**DATA UNDER STUDY**
/---

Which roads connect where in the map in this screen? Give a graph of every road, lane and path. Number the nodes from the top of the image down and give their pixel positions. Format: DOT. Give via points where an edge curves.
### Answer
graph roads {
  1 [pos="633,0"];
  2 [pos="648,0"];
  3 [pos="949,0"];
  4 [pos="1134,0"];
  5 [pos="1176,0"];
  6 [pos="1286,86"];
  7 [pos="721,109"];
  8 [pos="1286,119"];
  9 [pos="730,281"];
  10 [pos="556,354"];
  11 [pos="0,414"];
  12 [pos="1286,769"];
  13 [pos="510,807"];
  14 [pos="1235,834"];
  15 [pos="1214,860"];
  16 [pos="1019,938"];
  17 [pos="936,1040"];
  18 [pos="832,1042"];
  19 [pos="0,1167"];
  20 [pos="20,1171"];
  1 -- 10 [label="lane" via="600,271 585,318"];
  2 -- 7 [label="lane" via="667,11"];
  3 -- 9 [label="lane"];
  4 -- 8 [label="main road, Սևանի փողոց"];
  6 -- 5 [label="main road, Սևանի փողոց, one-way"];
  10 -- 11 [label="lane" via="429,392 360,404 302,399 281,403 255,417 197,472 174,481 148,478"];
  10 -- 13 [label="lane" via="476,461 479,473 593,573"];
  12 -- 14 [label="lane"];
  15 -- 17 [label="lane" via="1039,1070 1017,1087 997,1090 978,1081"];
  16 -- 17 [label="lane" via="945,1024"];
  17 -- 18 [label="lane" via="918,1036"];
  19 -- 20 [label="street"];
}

\---

**WORK REQUIRED**
The whole listing should be restated word for word.

**RESPONSE BELOW**
Which roads connect where in the map in this screen? Give a graph of every road, lane and path. Number the nodes from the top of the image down and give their pixel positions. Format: DOT. Give via points where an edge curves.
### Answer
graph roads {
  1 [pos="633,0"];
  2 [pos="648,0"];
  3 [pos="949,0"];
  4 [pos="1134,0"];
  5 [pos="1176,0"];
  6 [pos="1286,86"];
  7 [pos="721,109"];
  8 [pos="1286,119"];
  9 [pos="730,281"];
  10 [pos="556,354"];
  11 [pos="0,414"];
  12 [pos="1286,769"];
  13 [pos="510,807"];
  14 [pos="1235,834"];
  15 [pos="1214,860"];
  16 [pos="1019,938"];
  17 [pos="936,1040"];
  18 [pos="832,1042"];
  19 [pos="0,1167"];
  20 [pos="20,1171"];
  1 -- 10 [label="lane" via="600,271 585,318"];
  2 -- 7 [label="lane" via="667,11"];
  3 -- 9 [label="lane"];
  4 -- 8 [label="main road, Սևանի փողոց"];
  6 -- 5 [label="main road, Սևանի փողոց, one-way"];
  10 -- 11 [label="lane" via="429,392 360,404 302,399 281,403 255,417 197,472 174,481 148,478"];
  10 -- 13 [label="lane" via="476,461 479,473 593,573"];
  12 -- 14 [label="lane"];
  15 -- 17 [label="lane" via="1039,1070 1017,1087 997,1090 978,1081"];
  16 -- 17 [label="lane" via="945,1024"];
  17 -- 18 [label="lane" via="918,1036"];
  19 -- 20 [label="street"];
}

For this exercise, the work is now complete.